Turns out that a BIOS setting provokes it. I set the “System Performance” to ‘Normal’ and the kernel panic went away. I have no idea what that tweaks but I was quickly done with the base, a distribution set and off to the ports collection to build some of my preferred software- fluxbox, muttng, xemacs, firefox, irssi, crm114, cmucl, TeX, apache, etc. Copying over selected portions and configuration from the ext2fs partitions will take some time and I may have to fiddle with running a couple of things under Linux emulation but I’m pretty much all in order in an evening.

A previous owner of my motorcycle at some time had the fusebox work loose and touch the exhaust pipe behind the muffler. They concealed the mess of hardened plastic slag by wrapping the whole in electric tape and zip tying it in place. I found this when I popped a fuse while replacing the rear tail light with an LED unit. Not good. Fortunately, BMW keeps an amazing parts inventory and Max’s BMW was able to get me the parts in a week.

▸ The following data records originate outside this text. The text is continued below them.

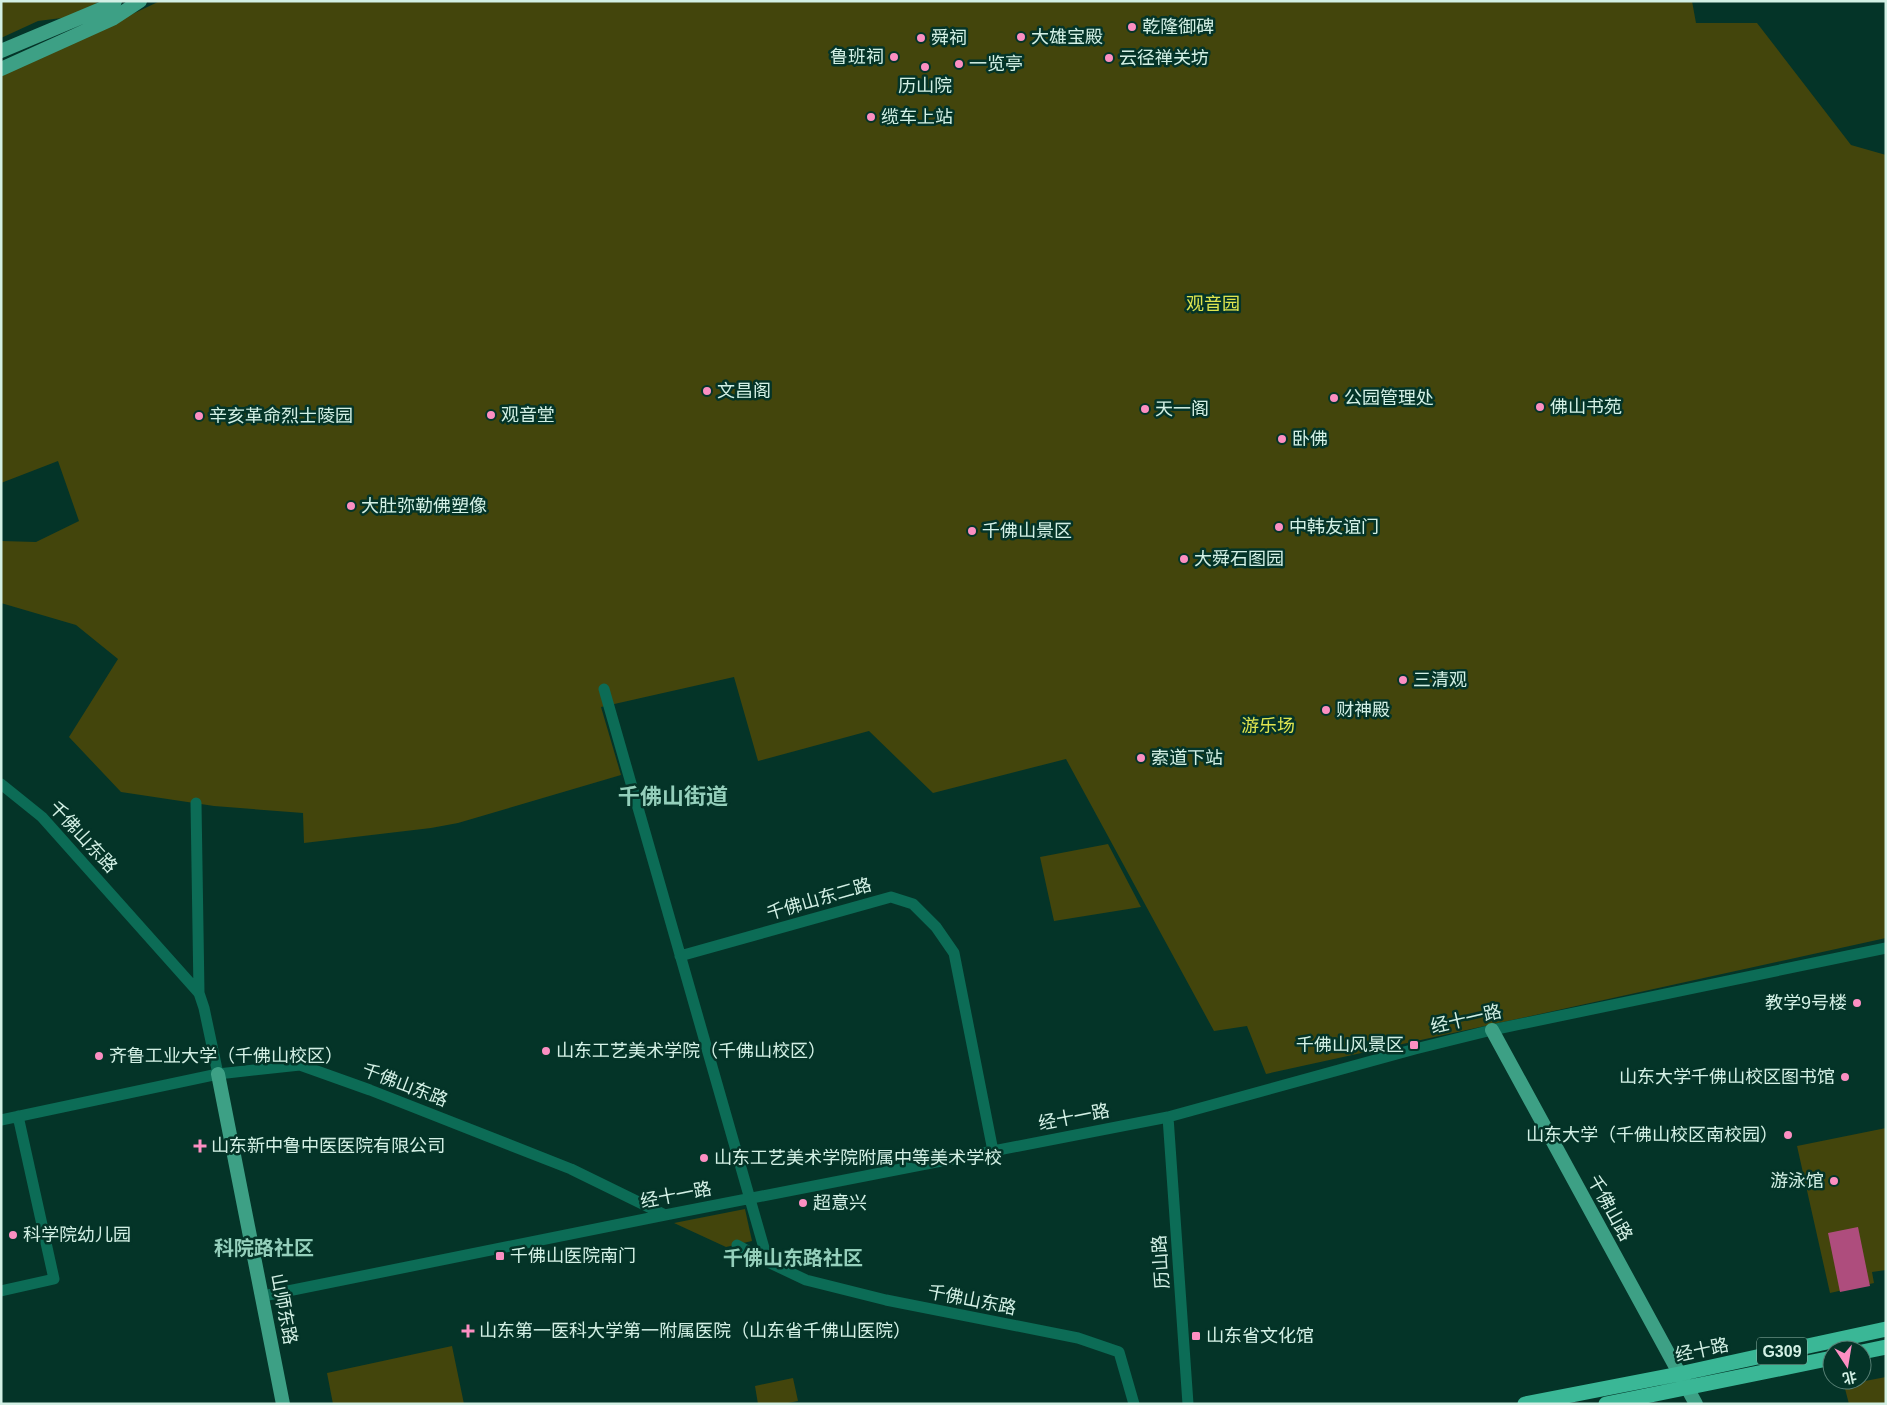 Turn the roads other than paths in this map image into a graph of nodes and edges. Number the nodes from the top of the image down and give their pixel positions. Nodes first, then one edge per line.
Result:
1 (115, 1) edge
2 (140, 1) edge
3 (1, 51) edge
4 (1, 69) edge
5 (604, 689) dead end
6 (1, 784) edge
7 (196, 803) dead end
8 (1886, 948) edge
9 (680, 956) junction
10 (199, 993) junction
11 (1492, 1030) junction
12 (218, 1074) junction
13 (18, 1116) junction
14 (1168, 1117) junction
15 (1, 1120) edge
16 (993, 1151) junction
17 (749, 1198) junction
18 (665, 1215) junction
19 (737, 1245) dead end
20 (768, 1262) junction
21 (1, 1291) edge
22 (263, 1296) junction
23 (1886, 1328) edge
24 (1886, 1347) edge
25 (1872, 1350) edge
26 (1822, 1360) edge
27 (1679, 1374) junction
28 (1686, 1387) junction
29 (283, 1404) edge
30 (1134, 1404) edge
31 (1188, 1404) edge
32 (1525, 1404) edge
33 (1606, 1404) edge
34 (1696, 1404) edge

1 - 3 main road
2 - 4 main road
5 - 9 street
6 - 10 street, 千佛山东路
7 - 10 street
8 - 11 street, 经十一路
9 - 16 street, 千佛山东二路
9 - 17 street
10 - 12 street, 千佛山东路
11 - 14 street, 经十一路
11 - 27 main road, 千佛山路
12 - 13 street
12 - 18 street, 千佛山东路
12 - 22 main road, 山师东路
13 - 15 street
13 - 21 street
14 - 16 street, 经十一路
14 - 31 street, 历山路
16 - 17 street, 经十一路
17 - 18 street, 经十一路
17 - 20 street
18 - 22 street, 经十一路
19 - 20 street, 千佛山东路
20 - 30 street, 千佛山东路
22 - 29 main road, 山师东路
23 - 27 highway, 经十路 / G309
24 - 25 highway
26 - 28 highway, 经十路 / G309
27 - 28 main road, 千佛山路
27 - 32 highway, 经十路 / G309
28 - 33 highway, 经十路 / G309
28 - 34 main road, 千佛山路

Nathan slept, Maria read and I wrenched for an hour. Almost as good as new. I had to reuse the damaged rubber weather boot- the part number had melted away and I couldn’t find it in the parts fiche- but I wrapped the burned spot in good electrical tape. Not the greatest solution but at least the fusebox itself is sealed and mounted instead of rattling around in pieces.